The Troth’s London premiere was a highlight of Alchemy, Southbank Centre’s festival of UK and South Asian arts. Based on Chandradhar Sharma Guleri’s celebrated Hindi short story “Usne Kaha Tha”, it’s a tale of unrequited love.
Lehna Singh meets the beautiful Leela, and despairs when she marries another man. When war is declared, he risks everything to protect her husband and son as they fight in the trenches.
Akademi, a leading producer of South Asian dance in the UK, brought in contemporary choreographer Gary Clarke, known for both storytelling and political context.
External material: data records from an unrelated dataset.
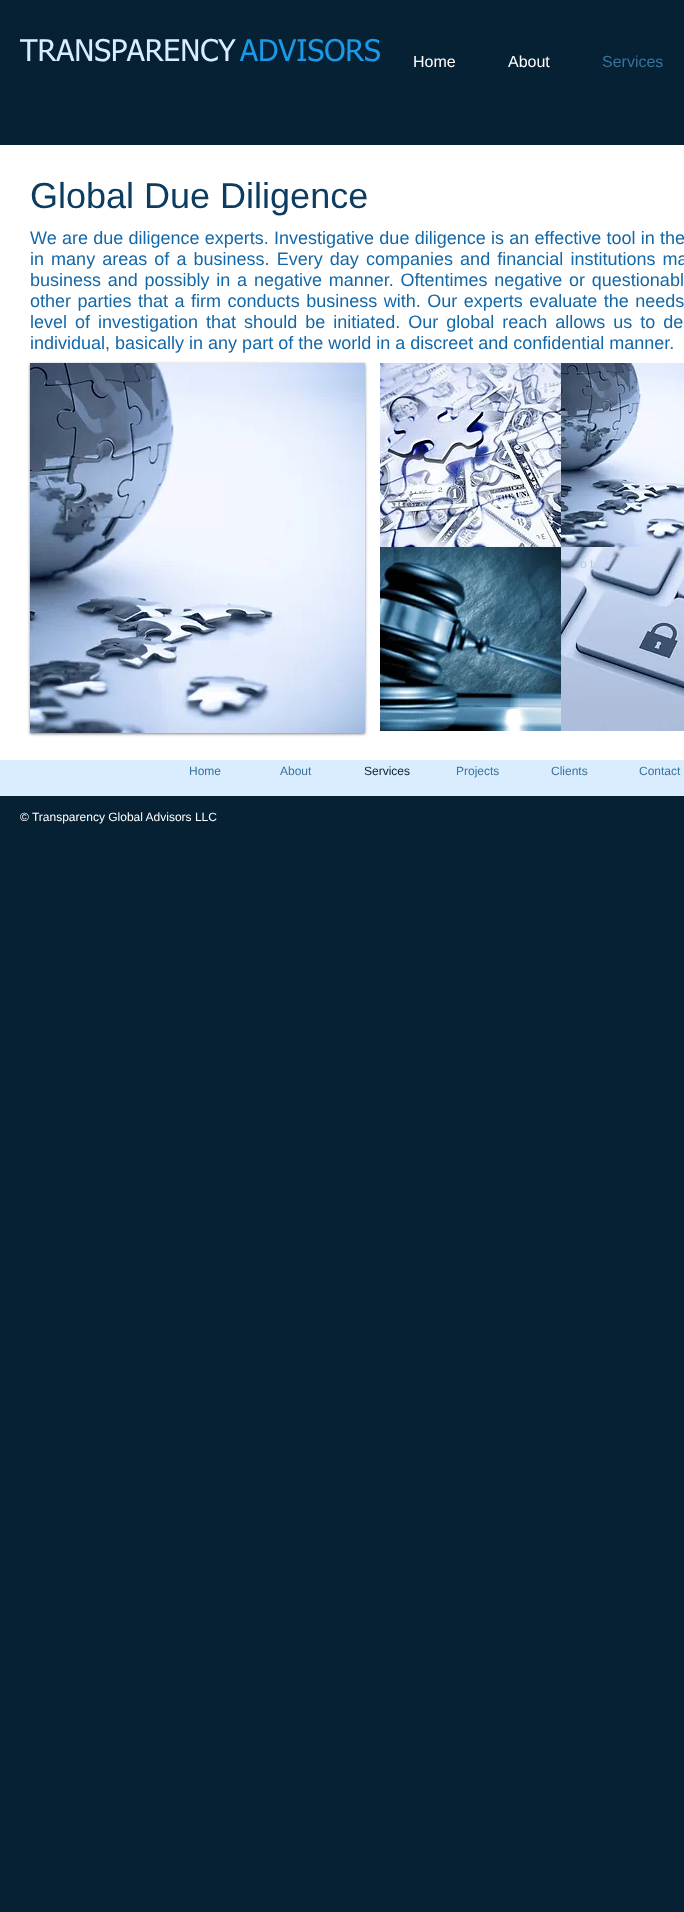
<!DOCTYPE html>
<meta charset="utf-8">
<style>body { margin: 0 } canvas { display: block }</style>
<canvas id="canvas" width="684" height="1912"></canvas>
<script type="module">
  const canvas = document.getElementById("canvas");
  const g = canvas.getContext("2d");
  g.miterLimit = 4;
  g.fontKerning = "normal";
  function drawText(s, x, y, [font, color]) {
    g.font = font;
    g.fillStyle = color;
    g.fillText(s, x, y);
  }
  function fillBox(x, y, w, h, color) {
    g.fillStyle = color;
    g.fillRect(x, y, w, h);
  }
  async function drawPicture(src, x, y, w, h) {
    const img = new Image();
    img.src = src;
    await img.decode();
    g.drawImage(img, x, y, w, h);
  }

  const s1 = ["30px tahoma", "#DAEDFF"];
  const s2 = ["30px tahoma", "#1B99E8"];
  const s3 = ["16px Liberation Sans", "#FFFFFF"];
  const s4 = ["16px Liberation Sans", "#39729B"];
  const s5 = ["36px Liberation Sans", "#0C3C60"];
  const s6 = ["18px Liberation Sans", "#1468A8"];
  const s7 = ["12px Liberation Sans", "#B9C7E1"];
  const s8 = ["12px Liberation Sans", "#39729B"];
  const s9 = ["12px Liberation Sans", "#062134"];
  const s10 = ["12px Liberation Sans", "#FFFFFF"];

  fillBox(0, 0, 684, 1912, "#062134");
  drawText("TRANSPARENCY", 20, 61, s1);
  drawText("ADVISORS", 240, 61, s2);
  drawText("Home", 413, 67, s3);
  drawText("About", 508, 67, s3);
  drawText("Services", 602, 67, s4);
  fillBox(0, 145, 684, 615, "#FFFFFF");
  drawText("Global Due Diligence", 30, 208, s5);
  g.wordSpacing = "0.25px";
  drawText("We are due diligence experts. Investigative due diligence is an effective tool in the", 30, 244, s6);
  g.wordSpacing = "2.1px";
  drawText("in many areas of a business. Every day companies and financial institutions ma", 30, 265, s6);
  g.wordSpacing = "1.75px";
  drawText("business and possibly in a negative manner. Oftentimes negative or questionabl", 30, 286, s6);
  g.wordSpacing = "1.5px";
  drawText("other parties that a firm conducts business with. Our experts evaluate the needs", 30, 307, s6);
  g.wordSpacing = "3px";
  drawText("level of investigation that should be initiated. Our global reach allows us to de", 30, 328, s6);
  g.wordSpacing = "0px";
  drawText("individual, basically in any part of the world in a discreet and confidential manner.", 30, 349, s6);
  g.fillStyle = "rgba(0, 0, 0, 0.5)";
  g.filter = "blur(1.5px)";
  g.beginPath();
  g.rect(30, 364, 335, 370);
  g.fill();
  g.filter = "none";
  await drawPicture("pic1.png", 30, 363, 335, 370);
  await drawPicture("pic2.png", 380, 363, 181, 184);
  await drawPicture("pic3.png", 561, 363, 123, 184);
  await drawPicture("pic4.png", 380, 547, 181, 184);
  await drawPicture("pic5.png", 561, 547, 123, 184);
  drawText("o t", 580, 568, s7);
  fillBox(0, 760, 684, 36, "#DAEDFF");
  drawText("Home", 189, 775, s8);
  drawText("About", 280, 775, s8);
  drawText("Services", 364, 775, s9);
  drawText("Projects", 456, 775, s8);
  drawText("Clients", 551, 775, s8);
  drawText("Contact", 639, 775, s8);
  drawText("© Transparency Global Advisors LLC", 20, 821, s10);
</script>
The result is a blend of Indian classical and British contemporary styles that also references early Indian cinema.
When Subhash Viman Gorania’s idealistic Lehna meets Vidya Patel’s Leela, they communicate in the traditional gestures of Indian dance – with silent movie subtitles translating on the screen behind them. Discovering that she will marry someone else, Lehna wipes his eyes – a naturalistic gesture that is even more touching in this stylised framework.
Patel, a finalist in the 2016 BBC Young Dancer competition, is a dancer of fluid grace and dramatic authority. She and Gorania are enchanting in their first meeting, moving from shyness to sweet flirtation. Her fear and grief for her family build across a series of solos, her body bowing and shaking as the threat of war grows.
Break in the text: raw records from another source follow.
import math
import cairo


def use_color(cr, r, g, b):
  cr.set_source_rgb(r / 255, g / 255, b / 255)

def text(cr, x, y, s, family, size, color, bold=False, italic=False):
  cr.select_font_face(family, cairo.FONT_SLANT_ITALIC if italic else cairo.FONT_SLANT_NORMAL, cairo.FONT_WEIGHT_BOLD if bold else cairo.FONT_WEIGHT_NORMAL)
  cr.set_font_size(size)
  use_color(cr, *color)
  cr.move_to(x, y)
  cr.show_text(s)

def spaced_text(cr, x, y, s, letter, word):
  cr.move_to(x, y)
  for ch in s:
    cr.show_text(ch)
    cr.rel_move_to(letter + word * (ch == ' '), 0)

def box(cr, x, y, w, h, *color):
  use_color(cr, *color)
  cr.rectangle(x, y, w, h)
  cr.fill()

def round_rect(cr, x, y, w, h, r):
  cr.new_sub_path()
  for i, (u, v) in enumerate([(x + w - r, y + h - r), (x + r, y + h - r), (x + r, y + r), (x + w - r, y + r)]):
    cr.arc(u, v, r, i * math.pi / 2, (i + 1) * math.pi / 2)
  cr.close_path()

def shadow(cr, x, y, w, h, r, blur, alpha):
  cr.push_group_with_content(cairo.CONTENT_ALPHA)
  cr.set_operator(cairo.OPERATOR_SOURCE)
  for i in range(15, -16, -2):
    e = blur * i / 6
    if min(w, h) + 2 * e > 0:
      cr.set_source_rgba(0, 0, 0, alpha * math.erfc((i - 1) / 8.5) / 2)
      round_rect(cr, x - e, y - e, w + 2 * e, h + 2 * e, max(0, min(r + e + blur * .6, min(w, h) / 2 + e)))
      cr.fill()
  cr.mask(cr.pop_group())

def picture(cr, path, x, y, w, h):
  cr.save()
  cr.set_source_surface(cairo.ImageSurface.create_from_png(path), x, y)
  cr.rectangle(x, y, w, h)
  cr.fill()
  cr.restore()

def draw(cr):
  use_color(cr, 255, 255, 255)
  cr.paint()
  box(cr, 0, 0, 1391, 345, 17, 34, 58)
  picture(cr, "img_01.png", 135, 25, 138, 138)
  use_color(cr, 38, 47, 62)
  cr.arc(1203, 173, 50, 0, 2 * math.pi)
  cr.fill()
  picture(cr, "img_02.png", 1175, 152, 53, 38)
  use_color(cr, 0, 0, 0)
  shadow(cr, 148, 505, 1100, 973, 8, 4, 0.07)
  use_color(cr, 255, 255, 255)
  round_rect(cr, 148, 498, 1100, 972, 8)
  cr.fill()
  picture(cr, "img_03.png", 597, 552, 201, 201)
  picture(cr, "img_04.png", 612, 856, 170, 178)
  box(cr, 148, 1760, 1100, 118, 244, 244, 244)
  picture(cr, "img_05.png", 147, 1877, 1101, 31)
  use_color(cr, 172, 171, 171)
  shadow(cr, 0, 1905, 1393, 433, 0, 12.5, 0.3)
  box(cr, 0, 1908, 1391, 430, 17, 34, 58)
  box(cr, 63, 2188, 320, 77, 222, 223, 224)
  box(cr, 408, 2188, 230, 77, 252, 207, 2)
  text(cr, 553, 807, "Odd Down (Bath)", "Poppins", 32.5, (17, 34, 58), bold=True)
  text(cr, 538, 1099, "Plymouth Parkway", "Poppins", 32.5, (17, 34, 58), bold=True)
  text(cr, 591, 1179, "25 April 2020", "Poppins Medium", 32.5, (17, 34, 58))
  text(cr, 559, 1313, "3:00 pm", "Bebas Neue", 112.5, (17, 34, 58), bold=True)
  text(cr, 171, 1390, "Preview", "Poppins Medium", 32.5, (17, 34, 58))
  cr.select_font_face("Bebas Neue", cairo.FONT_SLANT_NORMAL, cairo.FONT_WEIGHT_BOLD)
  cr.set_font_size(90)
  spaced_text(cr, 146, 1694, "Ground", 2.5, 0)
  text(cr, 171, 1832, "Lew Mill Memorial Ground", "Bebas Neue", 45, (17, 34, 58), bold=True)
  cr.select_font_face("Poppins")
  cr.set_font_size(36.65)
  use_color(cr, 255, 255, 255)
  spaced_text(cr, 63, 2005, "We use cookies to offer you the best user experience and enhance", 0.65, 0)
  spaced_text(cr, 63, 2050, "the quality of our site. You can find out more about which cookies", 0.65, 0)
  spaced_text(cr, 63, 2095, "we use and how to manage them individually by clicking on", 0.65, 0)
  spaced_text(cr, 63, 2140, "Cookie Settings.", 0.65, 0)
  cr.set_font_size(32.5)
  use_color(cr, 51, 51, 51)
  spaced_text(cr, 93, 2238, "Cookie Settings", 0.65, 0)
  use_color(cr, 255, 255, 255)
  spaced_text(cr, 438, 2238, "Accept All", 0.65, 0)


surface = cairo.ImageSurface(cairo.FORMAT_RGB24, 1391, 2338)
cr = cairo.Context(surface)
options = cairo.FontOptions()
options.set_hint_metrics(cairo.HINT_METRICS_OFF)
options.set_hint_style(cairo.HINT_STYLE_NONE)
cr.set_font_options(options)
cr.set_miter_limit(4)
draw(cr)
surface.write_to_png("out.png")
The drama is framed by extracts from Indian soldiers’ letters, and extraordinary wartime film from the Imperial War Museums. We see South Asian soldiers building barbed-wire defences in a rainy European landscape, ranks of turbaned men marching to fight.
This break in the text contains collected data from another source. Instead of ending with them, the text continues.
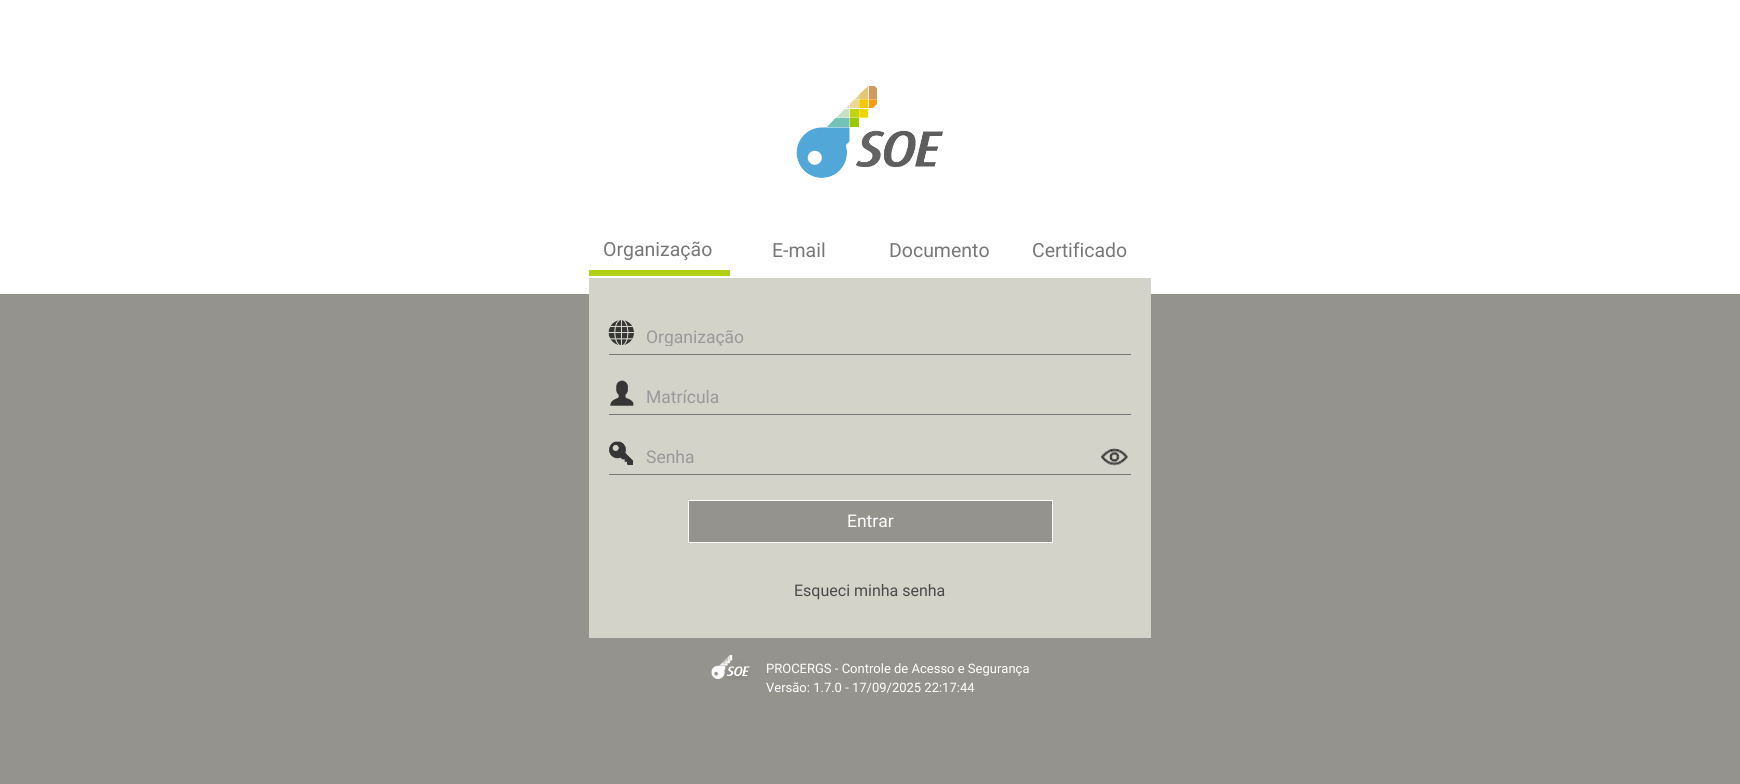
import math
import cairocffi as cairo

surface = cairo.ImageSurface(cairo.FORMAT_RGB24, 1740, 784)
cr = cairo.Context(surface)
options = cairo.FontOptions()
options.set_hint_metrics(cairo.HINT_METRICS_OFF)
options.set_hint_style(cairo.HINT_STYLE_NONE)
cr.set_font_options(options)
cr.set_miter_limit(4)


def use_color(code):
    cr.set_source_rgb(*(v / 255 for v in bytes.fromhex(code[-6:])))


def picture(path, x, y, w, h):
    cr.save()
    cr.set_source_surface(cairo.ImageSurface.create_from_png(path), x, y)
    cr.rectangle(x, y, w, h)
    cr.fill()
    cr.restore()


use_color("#94938d")
cr.paint()
use_color("#ffffff")
cr.rectangle(0, 0, 1740, 294)
cr.fill()
picture("img1.png", 796, 86, 147, 92)
use_color("#b2cf18")
cr.rectangle(589, 270, 141, 6)
cr.fill()
cr.select_font_face("Roboto")
cr.set_font_size(19.5)
use_color("#777777")
cr.move_to(603, 256)
cr.show_text("Organização")
cr.move_to(772, 257)
cr.show_text("E-mail")
cr.move_to(889, 257)
cr.show_text("Documento")
cr.move_to(1032, 257)
cr.show_text("Certificado")
use_color("#d4d3ca")
cr.rectangle(589, 278, 562, 360)
cr.fill()
use_color("#777777")
cr.rectangle(609, 354, 522, 1)
cr.fill()
picture("img2.png", 608, 320, 26, 25)
cr.save()
cr.rectangle(646, 326, 470, 20)
cr.clip()
cr.set_font_size(17.5)
use_color("#999999")
cr.move_to(646, 343)
cr.show_text("Organização")
cr.restore()
cr.rectangle(609, 414, 522, 1)
cr.fill()
picture("img3.png", 610, 380, 24, 26)
cr.set_font_size(17.5)
use_color("#999999")
cr.move_to(646, 403)
cr.show_text("Matrícula")
use_color("#777777")
cr.rectangle(609, 474, 522, 1)
cr.fill()
picture("img4.png", 609, 441, 24, 24)
use_color("#999999")
cr.move_to(646, 463)
cr.show_text("Senha")
picture("img5.png", 1101, 448, 27, 18)
use_color("#94938d")
cr.rectangle(688.5, 500.5, 364, 42)
cr.fill_preserve()
use_color("#ffffff")
cr.set_line_width(1)
cr.stroke()
cr.move_to(847, 527)
cr.show_text("Entrar")
cr.set_font_size(16)
use_color("#4a4a4a")
cr.move_to(794, 596)
cr.show_text("Esqueci minha senha")
picture("img6.png", 711, 655, 39, 25)
cr.set_font_size(13)
use_color("#ffffff")
cr.move_to(766, 673)
cr.show_text("PROCERGS - Controle de Acesso e Segurança")
cr.move_to(766, 692)
cr.show_text("Versão: 1.7.0 - 17/09/2025 22:17:44")
surface.write_to_png("result.png")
Too often, they are shamefully forgotten in accounts of British warfare; recently Christopher Nolan’s Dunkirk claimed historical accuracy while leaving out Indian and African soldiers. Their sacrifice runs through The Troth.
Clarke makes powerful use of the films. Sometimes he leaves these images to speak for themselves. In other scenes, archive footage becomes a backdrop to his characters’ army training, with dance and film echoing each other across a century.
Shri Sriram’s commissioned score blends different national instruments, with a skirl of pipes for the British army and widescreen romance for Leela and Lehna. With the clarity of good filmmaking, The Troth moves from an individual, human story to a wide canvas of politics and history.